Skandies runners-up — scripts

I need to catch up on Bahrani's earlier films, MAN PUSH CART and CHOP SHOP. He has a clear gift for writing and direction that don't come across as writing and direction.
Jane Campion, BRIGHT STAR — Yeah, there’s all that sissy Keats poetry and stuff, but that isn’t why Campion’s script is good. It’s because she begins from the POV of a character with artistic impulses of her own (I wish she’d done more with the feminist fashion-as-women’s-art subtext) and because she makes images that match without mimicking the poetry and/or letters being read.

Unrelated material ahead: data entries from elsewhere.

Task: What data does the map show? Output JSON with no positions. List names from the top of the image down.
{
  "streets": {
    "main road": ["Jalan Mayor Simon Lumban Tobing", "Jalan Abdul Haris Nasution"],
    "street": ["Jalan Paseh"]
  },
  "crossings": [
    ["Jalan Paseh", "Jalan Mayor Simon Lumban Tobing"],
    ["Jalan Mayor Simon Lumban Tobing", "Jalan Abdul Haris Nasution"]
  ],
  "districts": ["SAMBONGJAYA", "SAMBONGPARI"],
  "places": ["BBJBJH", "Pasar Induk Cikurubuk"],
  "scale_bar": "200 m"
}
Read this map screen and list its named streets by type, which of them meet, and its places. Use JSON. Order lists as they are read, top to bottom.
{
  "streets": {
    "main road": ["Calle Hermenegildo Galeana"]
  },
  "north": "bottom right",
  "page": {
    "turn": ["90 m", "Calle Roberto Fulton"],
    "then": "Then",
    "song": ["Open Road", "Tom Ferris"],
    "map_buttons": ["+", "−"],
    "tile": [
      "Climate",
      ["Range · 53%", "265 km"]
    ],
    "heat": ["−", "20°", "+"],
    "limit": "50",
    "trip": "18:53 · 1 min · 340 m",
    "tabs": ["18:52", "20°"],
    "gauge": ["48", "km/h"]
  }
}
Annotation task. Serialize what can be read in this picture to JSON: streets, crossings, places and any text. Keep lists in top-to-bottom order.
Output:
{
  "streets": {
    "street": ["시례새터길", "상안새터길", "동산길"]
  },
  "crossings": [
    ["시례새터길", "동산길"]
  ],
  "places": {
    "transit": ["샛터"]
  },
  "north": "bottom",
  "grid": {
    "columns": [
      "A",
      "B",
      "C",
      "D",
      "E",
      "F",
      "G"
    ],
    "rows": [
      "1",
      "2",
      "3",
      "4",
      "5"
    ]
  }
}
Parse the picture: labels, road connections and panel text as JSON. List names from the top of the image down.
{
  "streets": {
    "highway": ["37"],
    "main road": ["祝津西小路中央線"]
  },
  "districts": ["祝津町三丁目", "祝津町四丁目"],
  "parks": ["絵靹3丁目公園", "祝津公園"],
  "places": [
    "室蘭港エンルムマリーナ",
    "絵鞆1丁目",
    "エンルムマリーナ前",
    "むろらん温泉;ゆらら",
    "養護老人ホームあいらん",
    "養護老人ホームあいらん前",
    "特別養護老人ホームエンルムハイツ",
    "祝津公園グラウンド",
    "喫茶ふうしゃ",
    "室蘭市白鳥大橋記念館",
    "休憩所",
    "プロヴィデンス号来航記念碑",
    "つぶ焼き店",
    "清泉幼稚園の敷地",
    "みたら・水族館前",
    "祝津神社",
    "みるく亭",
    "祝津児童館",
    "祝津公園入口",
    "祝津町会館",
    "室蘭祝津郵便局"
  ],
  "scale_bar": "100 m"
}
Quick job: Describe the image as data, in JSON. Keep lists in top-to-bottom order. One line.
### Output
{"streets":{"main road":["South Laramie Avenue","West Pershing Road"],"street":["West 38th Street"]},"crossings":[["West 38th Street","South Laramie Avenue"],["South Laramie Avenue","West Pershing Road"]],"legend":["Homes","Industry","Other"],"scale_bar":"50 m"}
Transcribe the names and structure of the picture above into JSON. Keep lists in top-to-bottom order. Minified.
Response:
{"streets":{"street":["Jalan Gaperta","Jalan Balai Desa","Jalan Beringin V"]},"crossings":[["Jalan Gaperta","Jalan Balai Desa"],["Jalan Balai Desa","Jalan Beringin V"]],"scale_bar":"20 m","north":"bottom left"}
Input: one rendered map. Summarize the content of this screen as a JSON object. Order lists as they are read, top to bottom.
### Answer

Pedro Almodovar, BROKEN EMBRACES — Shucked it away earlier than usual for a Pedro script because, at the end of the day, it just takes too long to peel away all the layers. But nobody can braid storylines, play with multiple levels of discourse, and find an emotional connection in garish gestures and details than Pedro can.
Brock Norman Brock and Nicolas Winding Refn, BRONSON — I thought about short-listing Refn’s operatic direction, but then decided … no, here what works is really the script, which structures the film around several bold conceits. Tell a biographical story in an un-biopicky way — as a stage autobiography, performed without a real fourth wall by a man who wants to create his own legend in our mind. While at the same time, resisting the “Rosebud” temptation to have the gimmick be the explanation for “Bronson’s” life.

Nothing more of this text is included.